Differential regulation of IL-17A and IL-17F via STAT5 contributes to psoriatic disease

Abstract

IL-17A has a pivotal pathogenic role in several immune-mediated inflammatory diseases. Despite sharing 50% sequence homology with IL-17A, the role of IL-17F remains less clear. Recent clinical findings suggest that dual inhibition of IL-17A and IL-17F in psoriatic disease is more efficacious than IL-17A inhibition alone, positing a pathogenic role for IL-17F. To characterize the regulation of IL-17A and IL-17F in psoriatic disease. Using both in vitro systems and lesional skin tissue from patients, we interrogated the chromosomal, transcriptional and protein expression landscape of IL-17A+ and IL-17F+ Th17 cells.
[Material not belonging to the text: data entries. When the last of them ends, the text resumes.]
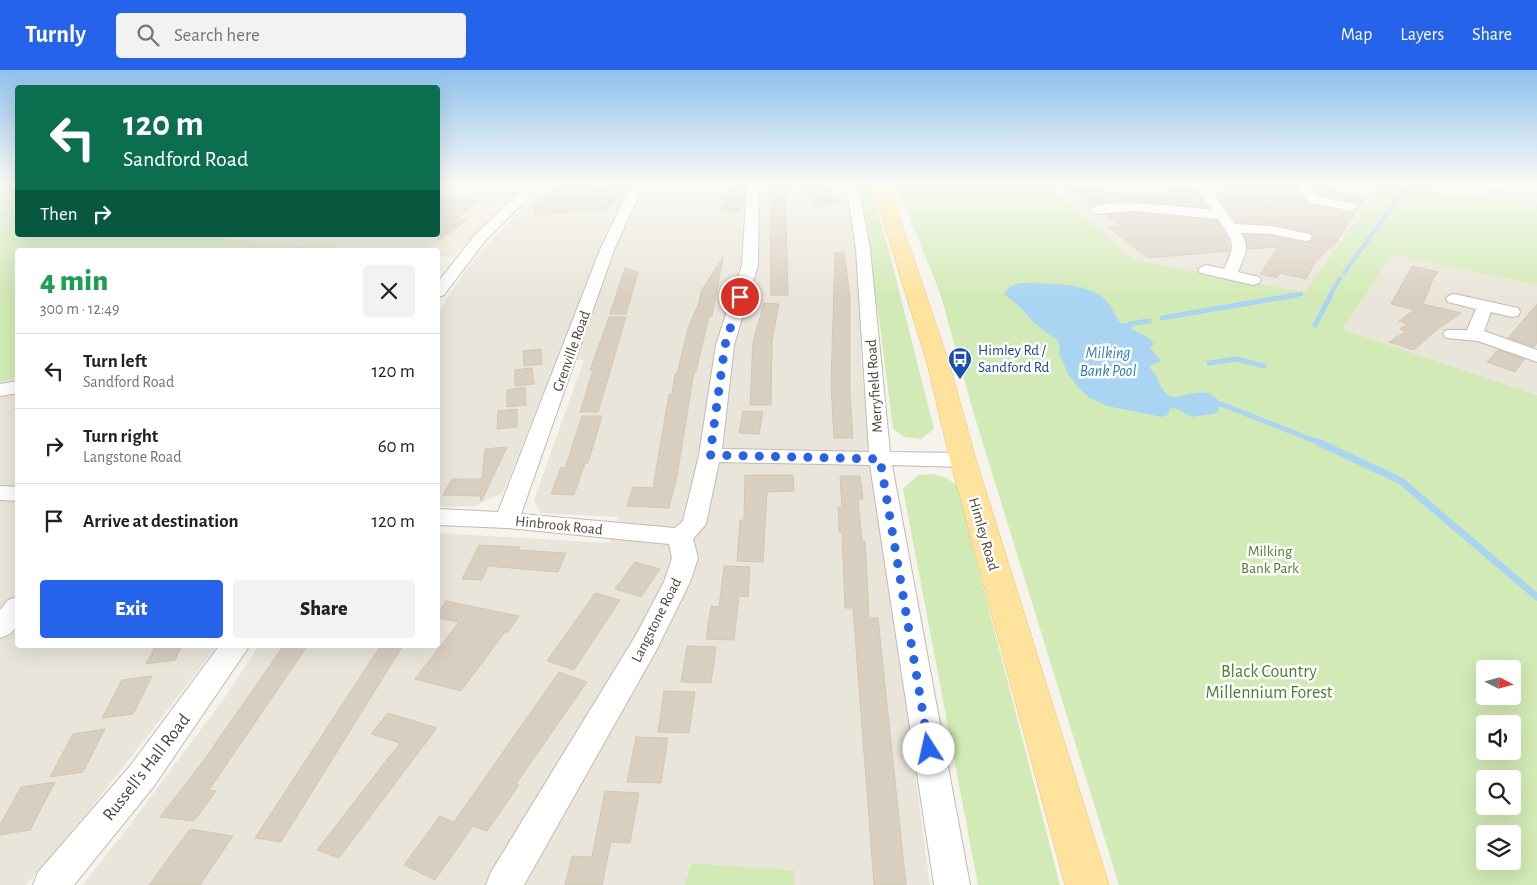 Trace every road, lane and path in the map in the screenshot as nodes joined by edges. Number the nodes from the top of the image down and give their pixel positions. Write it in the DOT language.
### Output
graph roads {
  1 [pos="498,221"];
  2 [pos="620,221"];
  3 [pos="752,221"];
  4 [pos="858,221"];
  5 [pos="892,221"];
  6 [pos="1227,221"];
  7 [pos="1232,228"];
  8 [pos="1305,237"];
  9 [pos="1206,270"];
  10 [pos="1228,274"];
  11 [pos="1253,280"];
  12 [pos="440,289"];
  13 [pos="1454,299"];
  14 [pos="1485,306"];
  15 [pos="1512,312"];
  16 [pos="1452,334"];
  17 [pos="1480,336"];
  18 [pos="1537,356"];
  19 [pos="15,388"];
  20 [pos="0,390"];
  21 [pos="710,455"];
  22 [pos="880,459"];
  23 [pos="963,460"];
  24 [pos="0,493"];
  25 [pos="15,494"];
  26 [pos="440,517"];
  27 [pos="507,520"];
  28 [pos="680,537"];
  29 [pos="15,610"];
  30 [pos="0,628"];
  31 [pos="234,648"];
  32 [pos="51,885"];
  33 [pos="504,885"];
  34 [pos="952,885"];
  35 [pos="1086,885"];
  1 -- 12 [label="street"];
  2 -- 27 [label="street, Grenville Road"];
  3 -- 21 [label="street"];
  4 -- 22 [label="street, Merryfield Road"];
  5 -- 23 [label="main road, Himley Road"];
  6 -- 7 [label="street"];
  7 -- 8 [label="street"];
  7 -- 10 [label="street"];
  9 -- 10 [label="street"];
  10 -- 11 [label="street"];
  13 -- 14 [label="street"];
  14 -- 15 [label="street"];
  14 -- 17 [label="street"];
  16 -- 17 [label="street"];
  17 -- 18 [label="street"];
  19 -- 20 [label="street"];
  21 -- 22 [label="street"];
  21 -- 28 [label="street"];
  22 -- 23 [label="street"];
  22 -- 34 [label="street, Merryfield Road"];
  23 -- 35 [label="main road, Himley Road"];
  24 -- 25 [label="street"];
  26 -- 27 [label="street, Hinbrook Road"];
  27 -- 28 [label="street, Hinbrook Road"];
  28 -- 33 [label="street, Langstone Road"];
  29 -- 30 [label="street"];
  31 -- 32 [label="street, Russell's Hall Road"];
}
Alongside established assays such as single-cell RNA sequencing, we developed a novel cytokine-capture technique that was combined with ChIP-seq and RNA-seq. We confirm a preferential elevation of IL-17F over IL-17A in psoriatic disease, and show that expression of each isoform predominantly occurs in distinct cell populations. The expression of both IL-17A and IL-17F exhibited a high degree of plasticity, with the balance between the two isoforms influenced by pro-inflammatory signaling and by anti-inflammatory drugs such as methylprednisolone. This plasticity was reflected in a broad H3K4me3 region at the IL17A-F locus, while opposing effects of STAT5/IL-2 signaling were observed for each of the two genes. Functionally, higher IL17F expression was linked to greater cell proliferation. Our data suggest there are key differences in the regulation of IL-17A and IL-17F in psoriatic disease, leading to distinct inflammatory cell populations. As such, we propose that both IL-17A and IL-17F neutralization may be required to maximally inhibit IL-17-driven pathology.